Estratégias de marketing com a bandeira LGBTQ+ precisam ter impactos reais nas vidas das pessoas. Empresas que levantam essa bandeira precisam fazer mais do que promover ações pontuais. Porém, não se iludam, anjos. Marca alguma fará isso por livre e espontânea vontade. Cabe a nós cobrar, fiscalizar e brigar por isso. Mostrar engajamento é legal, todo mundo gosta e dá muitos likes. Só que likes não mudam o mundo. Likes não garantem o emprego da mulher ou homem trans, não impedem o assassinato da travesti nem a agressão da bicha afeminada. Se a gente não se mexer, ninguém vai se mexer por nós.

Johnny Luxo no desfile de Rober Dognani (Agência Fotosite/Agência Fotosite)

Tá, e o que a gente pode fazer? Para começo de conversa, podemos parar de gastar com quem vai contra o que acreditamos. Parar de dar dinheiro para quem não faz nada pela gente e, mais ainda, para quem faz muito contra a gente. Sabe o pink money? Aquele monte de dinheiro que circula e vem dos LGBTs que a empresas, artistas e governos tanto querem se aproveitar? Então, vamos investir melhor. Vamos consumir de marcas que empregam LGBTs, que contribuem com instituições de apoio, que lutam pelos nossos direitos, pelo nosso respeito e por nossa visibilidade – de verdade.

Eu sei que é chato, dá uma preguiça desgraçada fazer toda uma pesquisa sobre a marca antes de comprar aquela aquela blusinha que a gente tanto quer. Mas é necessário. Não custa nada fazer uma busca rápida para checar se a label em questão não está cometendo alguma gafe ou dando algum bapho.
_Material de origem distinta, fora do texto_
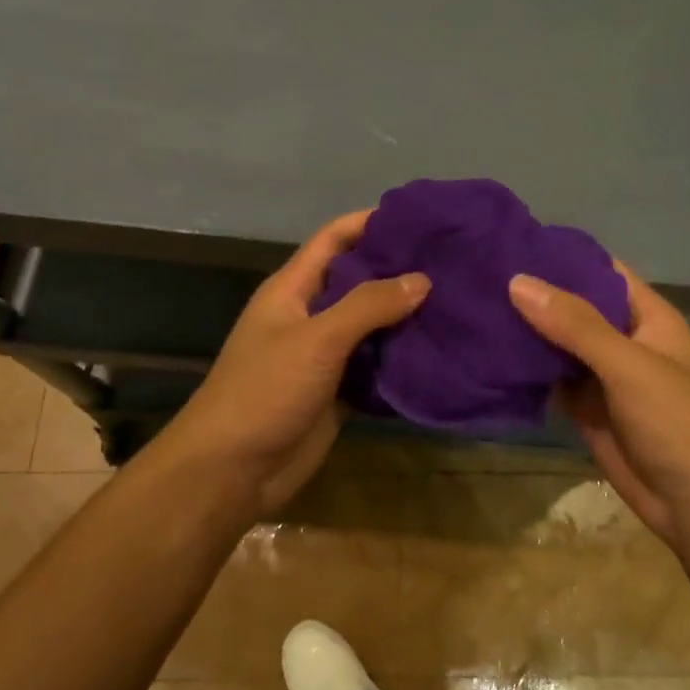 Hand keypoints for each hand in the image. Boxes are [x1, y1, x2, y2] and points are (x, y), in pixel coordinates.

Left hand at [153, 210, 429, 519]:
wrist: (232, 471)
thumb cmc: (265, 390)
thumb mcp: (316, 338)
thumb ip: (368, 305)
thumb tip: (422, 279)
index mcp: (293, 289)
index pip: (334, 239)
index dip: (371, 222)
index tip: (420, 217)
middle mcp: (310, 315)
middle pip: (359, 281)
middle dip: (399, 270)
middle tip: (453, 261)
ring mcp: (324, 356)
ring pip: (371, 326)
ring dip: (405, 316)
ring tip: (457, 301)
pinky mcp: (337, 392)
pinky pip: (375, 367)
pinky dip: (402, 359)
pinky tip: (441, 351)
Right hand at [508, 266, 689, 548]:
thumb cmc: (676, 421)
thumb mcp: (629, 364)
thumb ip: (575, 325)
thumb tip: (517, 282)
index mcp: (647, 317)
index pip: (601, 273)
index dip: (563, 257)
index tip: (514, 244)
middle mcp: (623, 341)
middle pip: (575, 309)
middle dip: (536, 295)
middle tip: (481, 275)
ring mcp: (604, 377)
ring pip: (559, 345)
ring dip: (526, 332)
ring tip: (475, 307)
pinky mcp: (586, 409)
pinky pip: (551, 381)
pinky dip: (526, 371)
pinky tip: (488, 354) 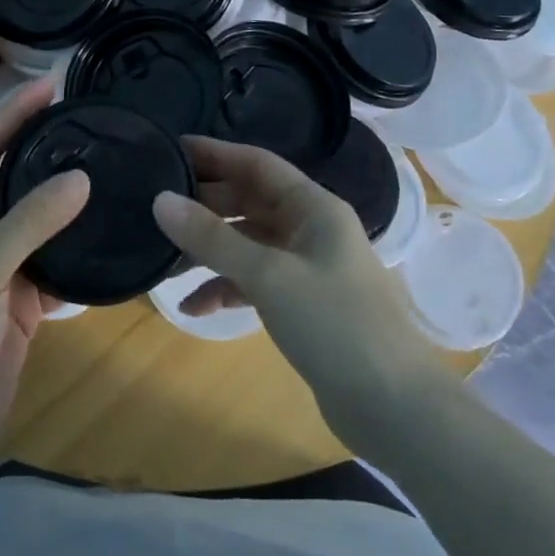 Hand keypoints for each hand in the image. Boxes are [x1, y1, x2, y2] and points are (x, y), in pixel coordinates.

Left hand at [0, 77, 88, 462]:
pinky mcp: (25, 293)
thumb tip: (80, 178)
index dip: (12, 112)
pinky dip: (78, 242)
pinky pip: (56, 256)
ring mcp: (1, 262)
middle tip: (82, 113)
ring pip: (37, 215)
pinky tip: (108, 226)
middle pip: (11, 173)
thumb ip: (30, 220)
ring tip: (103, 160)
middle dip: (41, 142)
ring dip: (64, 192)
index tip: (50, 84)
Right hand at [152, 136, 439, 444]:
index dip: (215, 153)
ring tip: (166, 258)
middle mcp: (313, 229)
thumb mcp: (268, 275)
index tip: (172, 147)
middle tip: (158, 205)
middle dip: (206, 204)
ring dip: (211, 250)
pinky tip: (194, 307)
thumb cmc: (335, 324)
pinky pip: (256, 282)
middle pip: (251, 201)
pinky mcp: (304, 304)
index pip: (257, 163)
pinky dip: (226, 288)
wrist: (396, 408)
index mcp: (314, 208)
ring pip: (249, 243)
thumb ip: (212, 238)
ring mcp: (309, 268)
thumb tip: (160, 199) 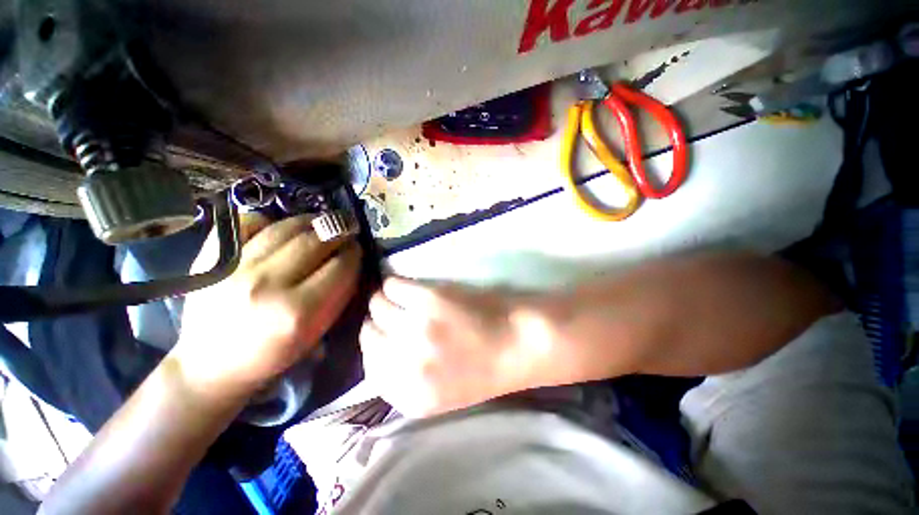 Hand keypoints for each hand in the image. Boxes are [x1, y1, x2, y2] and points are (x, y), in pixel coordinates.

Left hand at [173, 213, 361, 397]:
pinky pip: (247, 222)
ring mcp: (235, 267)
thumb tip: (350, 262)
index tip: (356, 250)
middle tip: (345, 231)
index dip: (354, 253)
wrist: (211, 364)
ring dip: (311, 222)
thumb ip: (338, 296)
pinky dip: (268, 221)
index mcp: (298, 312)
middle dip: (338, 232)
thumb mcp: (316, 333)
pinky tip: (277, 229)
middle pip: (316, 241)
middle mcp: (267, 284)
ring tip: (320, 226)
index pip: (341, 266)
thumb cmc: (272, 354)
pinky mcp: (211, 258)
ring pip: (286, 227)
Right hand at [360, 278, 550, 416]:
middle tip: (392, 313)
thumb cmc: (485, 366)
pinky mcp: (428, 299)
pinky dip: (393, 283)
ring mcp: (417, 329)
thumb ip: (405, 381)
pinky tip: (404, 285)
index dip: (376, 346)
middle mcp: (408, 365)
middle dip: (379, 322)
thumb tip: (377, 350)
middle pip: (370, 334)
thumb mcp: (442, 393)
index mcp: (411, 397)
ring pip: (377, 306)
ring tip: (398, 297)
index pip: (369, 367)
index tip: (383, 333)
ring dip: (384, 300)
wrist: (519, 342)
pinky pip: (392, 286) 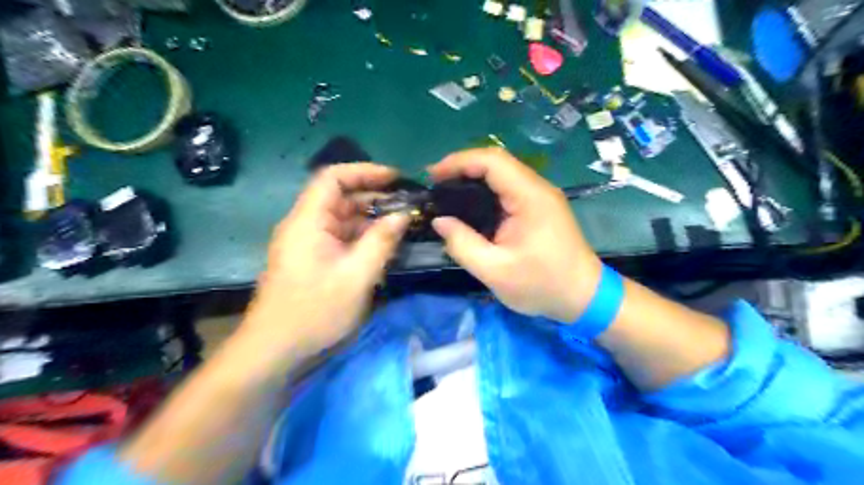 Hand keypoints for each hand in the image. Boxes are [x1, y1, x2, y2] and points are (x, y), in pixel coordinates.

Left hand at [240, 162, 406, 355]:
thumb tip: (403, 215)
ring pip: (343, 220)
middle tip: (408, 206)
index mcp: (309, 221)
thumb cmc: (315, 311)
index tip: (396, 179)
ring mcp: (309, 244)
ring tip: (404, 225)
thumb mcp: (357, 276)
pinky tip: (386, 246)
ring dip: (372, 219)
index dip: (365, 172)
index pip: (333, 177)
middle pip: (340, 198)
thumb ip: (382, 241)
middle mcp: (306, 226)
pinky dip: (364, 238)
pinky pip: (342, 239)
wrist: (275, 351)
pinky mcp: (314, 261)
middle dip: (375, 197)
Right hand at [428, 148, 601, 321]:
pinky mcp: (539, 207)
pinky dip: (485, 191)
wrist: (584, 296)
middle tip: (435, 184)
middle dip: (462, 167)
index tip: (433, 176)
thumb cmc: (542, 285)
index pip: (492, 161)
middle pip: (496, 162)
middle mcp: (537, 188)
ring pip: (502, 174)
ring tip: (446, 192)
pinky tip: (470, 205)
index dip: (459, 162)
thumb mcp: (495, 271)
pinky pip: (508, 188)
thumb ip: (463, 245)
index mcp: (530, 197)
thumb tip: (440, 222)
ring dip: (473, 177)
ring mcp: (541, 197)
Só para garantir que você não vai consumir de uma grife que propaga ideais ou práticas racistas, machistas, homo ou transfóbicas.

2018 é ano de eleição e já tem muita empresa anunciando para quem vai seu apoio. Temos que ficar atentos a quem são os candidatos endossados pelas marcas que consumimos. O dinheiro que você gasta com ela é o mesmo que vai financiar o projeto de lei que pode tirar direitos de muita gente – de você até. Porque não adianta fazer textão contra o presidenciável ultraconservador e comprar de quem quer ele eleito para garantir interesses privados. Do mesmo jeito que não adianta reclamar de todos os problemas que afetam a vida de LGBTs e consumir de quem só explora nossa imagem.